__Data records__:
------------------------------------------------------------

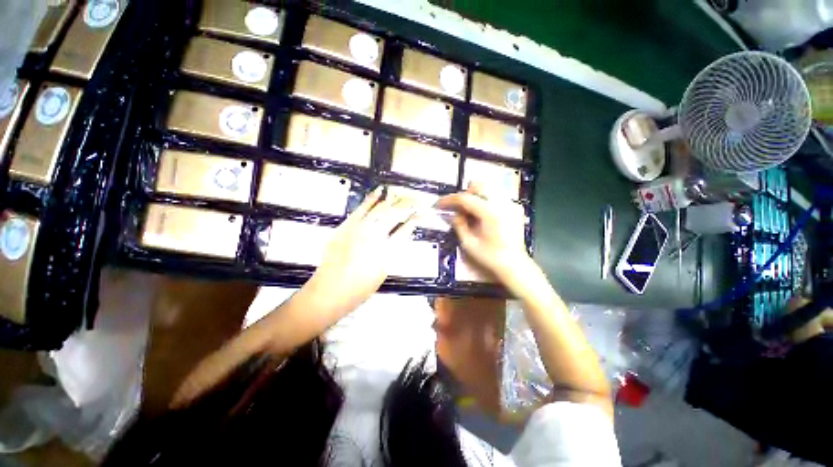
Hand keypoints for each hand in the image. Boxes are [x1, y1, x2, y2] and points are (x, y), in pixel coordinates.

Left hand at [307, 187, 416, 312]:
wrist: (332, 290)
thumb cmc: (360, 287)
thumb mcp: (384, 271)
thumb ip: (392, 251)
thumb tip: (399, 237)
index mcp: (388, 250)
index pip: (406, 229)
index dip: (416, 220)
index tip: (422, 214)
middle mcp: (377, 235)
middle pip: (395, 215)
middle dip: (407, 205)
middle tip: (416, 199)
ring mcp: (361, 228)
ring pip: (381, 209)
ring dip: (393, 200)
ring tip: (403, 193)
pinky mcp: (348, 225)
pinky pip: (362, 208)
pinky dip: (371, 198)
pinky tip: (379, 191)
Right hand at [438, 183, 529, 282]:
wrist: (514, 265)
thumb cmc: (490, 257)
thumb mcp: (469, 243)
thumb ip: (458, 224)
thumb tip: (451, 213)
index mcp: (490, 213)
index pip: (465, 198)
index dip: (449, 200)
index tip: (438, 204)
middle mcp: (502, 203)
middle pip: (479, 185)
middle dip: (464, 194)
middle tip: (457, 207)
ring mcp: (510, 204)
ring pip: (489, 188)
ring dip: (475, 195)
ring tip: (469, 211)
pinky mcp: (514, 208)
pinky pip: (496, 196)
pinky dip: (485, 200)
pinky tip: (482, 215)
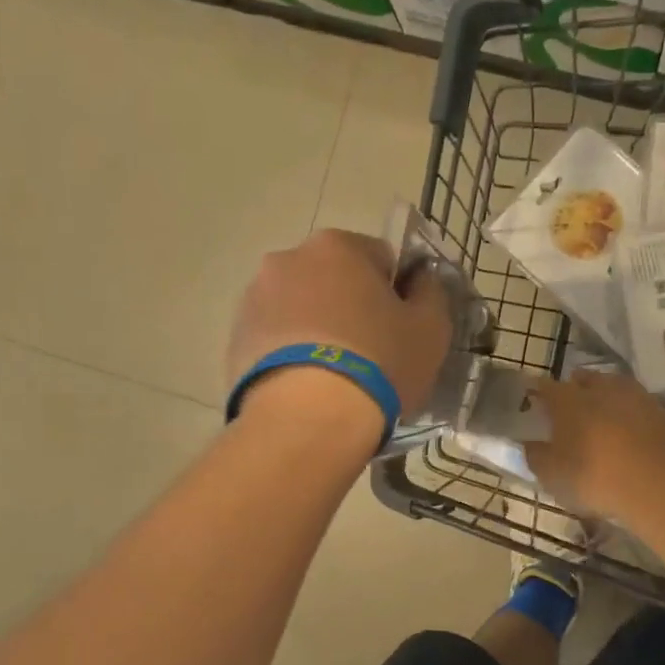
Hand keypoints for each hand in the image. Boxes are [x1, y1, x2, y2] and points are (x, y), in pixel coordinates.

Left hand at [226, 228, 452, 422]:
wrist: (309, 419)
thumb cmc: (379, 363)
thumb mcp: (430, 328)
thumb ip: (430, 292)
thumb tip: (419, 279)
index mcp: (338, 245)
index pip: (379, 257)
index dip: (395, 292)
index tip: (399, 327)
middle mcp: (288, 259)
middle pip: (332, 279)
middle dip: (349, 307)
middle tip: (368, 353)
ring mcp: (254, 298)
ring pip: (299, 308)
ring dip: (316, 329)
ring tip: (332, 377)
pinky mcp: (235, 339)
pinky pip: (274, 339)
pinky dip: (289, 355)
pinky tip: (305, 388)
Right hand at [523, 371, 664, 521]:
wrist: (660, 485)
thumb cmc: (594, 477)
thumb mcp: (553, 476)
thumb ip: (537, 457)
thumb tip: (530, 445)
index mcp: (569, 400)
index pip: (546, 387)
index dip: (538, 392)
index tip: (534, 399)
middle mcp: (603, 389)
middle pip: (586, 380)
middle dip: (577, 388)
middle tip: (571, 406)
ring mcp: (639, 398)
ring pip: (618, 389)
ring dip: (610, 398)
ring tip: (605, 416)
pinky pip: (644, 410)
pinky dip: (637, 417)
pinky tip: (636, 432)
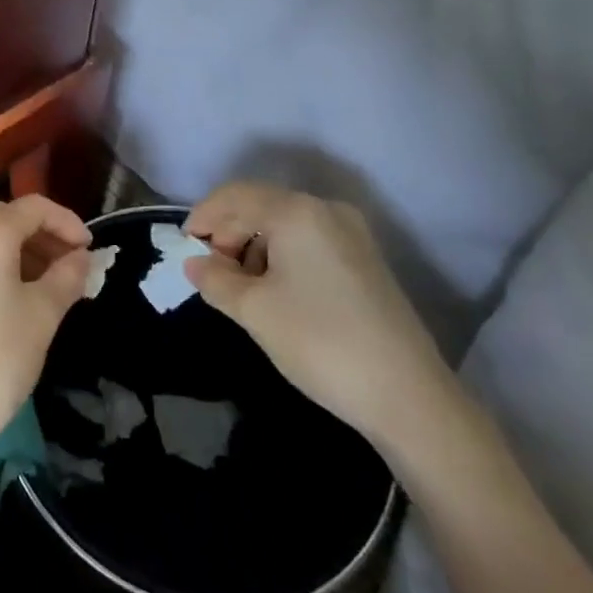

------------------------------------------------------------

A faithful copy of the entries above is needed, one that contains no images.

Hand keypoints for each hand in the image. Boxes are [x1, y1, x2, y2] and points are (x, y), in pixel coordinates.

Left hand at [307, 187, 416, 312]:
wrist: (332, 290)
thumb cmc: (360, 287)
thumb mcp: (384, 271)
thumb ip: (392, 251)
thumb tip: (399, 237)
index mcp: (388, 250)
index pip: (406, 229)
index dip: (416, 220)
index tip: (422, 214)
middle mcp: (377, 235)
middle pip: (395, 215)
middle dip: (407, 205)
middle tip: (416, 199)
ring mcp: (361, 228)
ring pip: (381, 209)
ring dip: (393, 200)
ring tip: (403, 193)
pinky mcp: (348, 225)
pinky pip: (362, 208)
pinky dip: (371, 198)
pinky tip: (379, 191)
Right hand at [438, 183, 529, 282]:
wrist: (514, 265)
thumb cmc: (490, 257)
thumb mcp: (469, 243)
thumb ip: (458, 224)
thumb tip: (451, 213)
index mcp: (490, 213)
index pip: (465, 198)
index dip: (449, 200)
index tip: (438, 204)
middle mcp: (502, 203)
middle pip: (479, 185)
middle dip: (464, 194)
middle tip: (457, 207)
ring mcp: (510, 204)
ring pip: (489, 188)
ring dip: (475, 195)
ring tip: (469, 211)
pinky mcp: (514, 208)
pinky pip: (496, 196)
pinky dip: (485, 200)
pinky tip: (482, 215)
Hand keypoints for each hand in the image. Boxes are [x1, y1, x2, y2] and points are (x, y), in pixel coordinates.

Left hand at [226, 228, 452, 422]:
wrist: (309, 419)
thumb cmc: (379, 363)
thumb mcp: (430, 328)
thumb ip: (430, 292)
thumb tip: (419, 279)
index mcp: (338, 245)
index pip: (379, 257)
index dip: (395, 292)
index tip: (399, 327)
middle mcp: (288, 259)
middle pip: (332, 279)
middle dip: (349, 307)
middle tip: (368, 353)
ring mcp: (254, 298)
ring pip: (299, 308)
ring dip: (316, 329)
ring tip: (332, 377)
pinky mcp: (235, 339)
pinky pip: (274, 339)
pinky dip: (289, 355)
pinky tip: (305, 388)
Right hand at [523, 371, 664, 521]:
wrist: (660, 485)
thumb cmc: (594, 477)
thumb mcp: (553, 476)
thumb ip: (537, 457)
thumb tip: (530, 445)
index mcp: (569, 400)
index pip: (546, 387)
index dip: (538, 392)
index tip: (534, 399)
middle mcp: (603, 389)
middle pip: (586, 380)
middle dip: (577, 388)
middle tip: (571, 406)
ring mcp: (639, 398)
ring pip: (618, 389)
ring dip: (610, 398)
ring tip: (605, 416)
pinky pip: (644, 410)
pinky dip: (637, 417)
pinky tip: (636, 432)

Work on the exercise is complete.